Proposed rulemaking on Outdoor Wood Boilers (OWBs)
Cranberry Township, Dec. 2, 2009
Good afternoon. I am Dr. Joylette Portlock, Western Pennsylvania Outreach Coordinator with Citizens for Pennsylvania’s Future, also known as PennFuture. We are a statewide environmental advocacy organization with offices in Pittsburgh, Harrisburg, Philadelphia, Wilkes-Barre, and West Chester. I am here today from our Pittsburgh office in support of the proposed rule regulating outdoor wood boilers.
Here in Southwestern Pennsylvania, we have a special history with dirty air. And though our air is a lot cleaner than it was decades ago, it’s still got a way to go before we can truly call it clean. Right now, the air in Beaver, Butler, Allegheny, Washington and Westmoreland counties is not meeting federal health standards for fine soot pollution. PennFuture has recently launched an air quality campaign in Southwestern Pennsylvania called Breathe Easy Stay, Healthy. Through this campaign, we hope to make sure that our region can again meet the standards for air pollution that have been set to protect our health.
According to the U.S. Environmental Protection Agency, or EPA, "scientific studies report potentially serious adverse health effects from breathing smoke emitted by residential wood combustion." U.S. EPA cites fine soot pollution and air toxics as the source of these health effects, and notes that fine soot pollution is linked to asthma, reduced lung function, heart problems, and premature death in people with heart and lung disease.
A 2006 report found that average fine soot pollution from one outdoor wood boiler equaled the pollution from 22 EPA certified wood stoves, 205 oil furnaces, up to 8,000 natural gas furnaces, or four heavy duty diesel trucks.
The rule proposed by the Pennsylvania Department of Environmental Protection would significantly reduce nuisance and health effects from outdoor wood boilers, requiring new units to meet U.S. EPA Phase 2 requirements and requiring new units to be set back from property lines. The rule would also protect neighbors to existing boilers from harmful effects by setting minimum stack heights and the rule includes a commonsense prohibition on the burning of fuel other than wood, with few exceptions. In addition to these measures, PennFuture hopes that DEP will restore the provision in this rule to limit or prohibit the use of wood boilers in the summer when they are less necessary for home heating. This would provide significant quality of life benefits to neighbors, who report that they sometimes must keep their windows closed even in the warmer months to keep out smoke and odors. Municipal response to these problems has been inadequate. These neighbors need DEP's help.
The proposed rule will help reduce smoke, odors, and harmful health effects from outdoor wood boilers, and will help reduce levels of fine soot pollution in the commonwealth.

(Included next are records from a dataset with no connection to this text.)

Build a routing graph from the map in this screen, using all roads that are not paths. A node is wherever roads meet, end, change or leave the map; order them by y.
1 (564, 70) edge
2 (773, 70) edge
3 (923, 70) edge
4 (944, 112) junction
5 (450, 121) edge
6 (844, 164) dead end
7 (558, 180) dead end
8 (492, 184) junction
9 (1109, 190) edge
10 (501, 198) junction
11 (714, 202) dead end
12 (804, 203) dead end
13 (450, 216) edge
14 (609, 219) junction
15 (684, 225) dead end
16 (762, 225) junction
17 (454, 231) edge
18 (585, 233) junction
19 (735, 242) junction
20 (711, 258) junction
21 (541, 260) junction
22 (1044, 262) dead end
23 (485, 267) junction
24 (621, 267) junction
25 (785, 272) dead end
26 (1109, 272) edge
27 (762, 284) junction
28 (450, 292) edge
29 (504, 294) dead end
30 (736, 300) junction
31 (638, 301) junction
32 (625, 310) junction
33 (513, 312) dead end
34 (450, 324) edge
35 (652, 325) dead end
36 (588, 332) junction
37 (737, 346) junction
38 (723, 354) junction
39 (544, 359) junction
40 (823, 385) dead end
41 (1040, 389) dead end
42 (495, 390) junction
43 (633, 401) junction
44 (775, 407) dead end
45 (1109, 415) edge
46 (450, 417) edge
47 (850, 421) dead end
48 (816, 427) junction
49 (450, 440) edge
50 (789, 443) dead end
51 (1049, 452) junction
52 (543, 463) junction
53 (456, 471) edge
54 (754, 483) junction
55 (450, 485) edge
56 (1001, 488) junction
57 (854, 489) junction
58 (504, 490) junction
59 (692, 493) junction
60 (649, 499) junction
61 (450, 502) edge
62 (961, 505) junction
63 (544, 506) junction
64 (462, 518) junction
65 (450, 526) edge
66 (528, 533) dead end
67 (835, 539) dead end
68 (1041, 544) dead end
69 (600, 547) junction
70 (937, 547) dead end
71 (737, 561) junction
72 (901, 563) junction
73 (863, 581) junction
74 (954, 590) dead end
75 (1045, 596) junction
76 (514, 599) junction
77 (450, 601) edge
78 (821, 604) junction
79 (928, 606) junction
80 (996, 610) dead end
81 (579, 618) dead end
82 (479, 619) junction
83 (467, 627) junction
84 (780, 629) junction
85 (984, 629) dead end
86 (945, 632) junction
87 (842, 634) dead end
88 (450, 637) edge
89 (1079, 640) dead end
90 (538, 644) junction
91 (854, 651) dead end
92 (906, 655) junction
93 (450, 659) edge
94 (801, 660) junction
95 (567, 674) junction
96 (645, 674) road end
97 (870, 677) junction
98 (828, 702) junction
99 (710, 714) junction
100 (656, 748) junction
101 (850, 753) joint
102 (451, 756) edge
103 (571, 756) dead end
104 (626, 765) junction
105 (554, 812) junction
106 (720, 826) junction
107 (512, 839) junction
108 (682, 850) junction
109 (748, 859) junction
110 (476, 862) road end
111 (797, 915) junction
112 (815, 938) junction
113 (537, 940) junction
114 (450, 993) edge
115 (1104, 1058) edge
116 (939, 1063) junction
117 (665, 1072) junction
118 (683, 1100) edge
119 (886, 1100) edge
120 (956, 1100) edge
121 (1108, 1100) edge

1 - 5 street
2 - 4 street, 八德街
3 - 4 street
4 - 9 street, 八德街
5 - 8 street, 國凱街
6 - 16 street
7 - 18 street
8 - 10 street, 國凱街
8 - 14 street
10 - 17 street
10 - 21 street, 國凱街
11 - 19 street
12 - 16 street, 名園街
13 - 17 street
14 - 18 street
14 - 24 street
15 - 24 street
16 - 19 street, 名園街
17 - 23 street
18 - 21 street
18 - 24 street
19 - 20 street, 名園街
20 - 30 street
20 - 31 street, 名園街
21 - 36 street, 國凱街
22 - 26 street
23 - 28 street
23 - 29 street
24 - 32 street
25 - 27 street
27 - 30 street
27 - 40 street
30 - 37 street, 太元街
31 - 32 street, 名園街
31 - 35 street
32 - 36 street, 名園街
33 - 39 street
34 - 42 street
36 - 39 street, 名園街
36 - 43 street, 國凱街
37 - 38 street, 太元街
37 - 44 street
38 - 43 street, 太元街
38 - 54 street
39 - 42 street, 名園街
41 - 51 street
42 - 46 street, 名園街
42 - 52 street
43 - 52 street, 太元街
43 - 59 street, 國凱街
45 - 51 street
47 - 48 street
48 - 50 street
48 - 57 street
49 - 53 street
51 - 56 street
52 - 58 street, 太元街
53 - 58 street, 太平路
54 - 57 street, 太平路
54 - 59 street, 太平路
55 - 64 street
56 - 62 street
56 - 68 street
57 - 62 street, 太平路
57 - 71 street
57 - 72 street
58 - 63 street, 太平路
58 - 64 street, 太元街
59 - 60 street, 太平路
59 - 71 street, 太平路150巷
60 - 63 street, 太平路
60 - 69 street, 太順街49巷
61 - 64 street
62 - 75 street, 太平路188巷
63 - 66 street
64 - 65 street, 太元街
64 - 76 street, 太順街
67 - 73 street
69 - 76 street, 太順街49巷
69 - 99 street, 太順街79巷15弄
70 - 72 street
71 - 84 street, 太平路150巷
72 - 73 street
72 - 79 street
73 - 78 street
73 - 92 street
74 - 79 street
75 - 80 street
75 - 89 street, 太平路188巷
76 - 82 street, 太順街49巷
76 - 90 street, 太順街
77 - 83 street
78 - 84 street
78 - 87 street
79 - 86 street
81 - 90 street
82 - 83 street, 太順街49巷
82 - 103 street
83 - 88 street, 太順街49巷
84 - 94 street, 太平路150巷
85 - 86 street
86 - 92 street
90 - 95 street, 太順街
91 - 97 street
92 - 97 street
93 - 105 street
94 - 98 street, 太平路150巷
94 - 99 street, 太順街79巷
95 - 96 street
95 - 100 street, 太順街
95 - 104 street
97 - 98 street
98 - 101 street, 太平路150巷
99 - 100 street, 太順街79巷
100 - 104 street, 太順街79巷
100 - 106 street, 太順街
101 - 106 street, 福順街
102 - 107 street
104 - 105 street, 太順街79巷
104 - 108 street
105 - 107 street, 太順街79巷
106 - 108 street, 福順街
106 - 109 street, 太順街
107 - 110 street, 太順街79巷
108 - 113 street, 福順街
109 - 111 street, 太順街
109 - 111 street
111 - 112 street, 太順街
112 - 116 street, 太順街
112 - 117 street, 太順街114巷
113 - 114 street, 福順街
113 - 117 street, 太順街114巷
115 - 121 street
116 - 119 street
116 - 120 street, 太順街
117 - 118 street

We believe the proposed rule offers flexibility. Subject to some conditions, the rule allows the continued use of older wood boilers. The rule includes a mechanism for Department approval of additional alternative fuels. The rule does not apply to units sold in Pennsylvania for shipment and use outside Pennsylvania.
We support adoption of the wood boiler rule. But we note that adoption of this rule will not end the challenges regarding wood boilers. In these tough budget times, DEP will need to develop an enforcement strategy that leverages the resources of other agencies. We look forward to assisting DEP in the effective implementation of this rule to protect neighbors, and to improve air quality. At PennFuture, we have heard from people across the state who have experienced negative health impacts from nearby wood boilers and who know firsthand what the health problems from neighboring boilers can be. By the same token, we also know that most people want to be good neighbors. We ask that the state make it that much easier, and protect our health by passing this important rule. Thank you for the opportunity to comment here today.
Note: PennFuture staff members presented similar testimony in Wilkes-Barre and Harrisburg.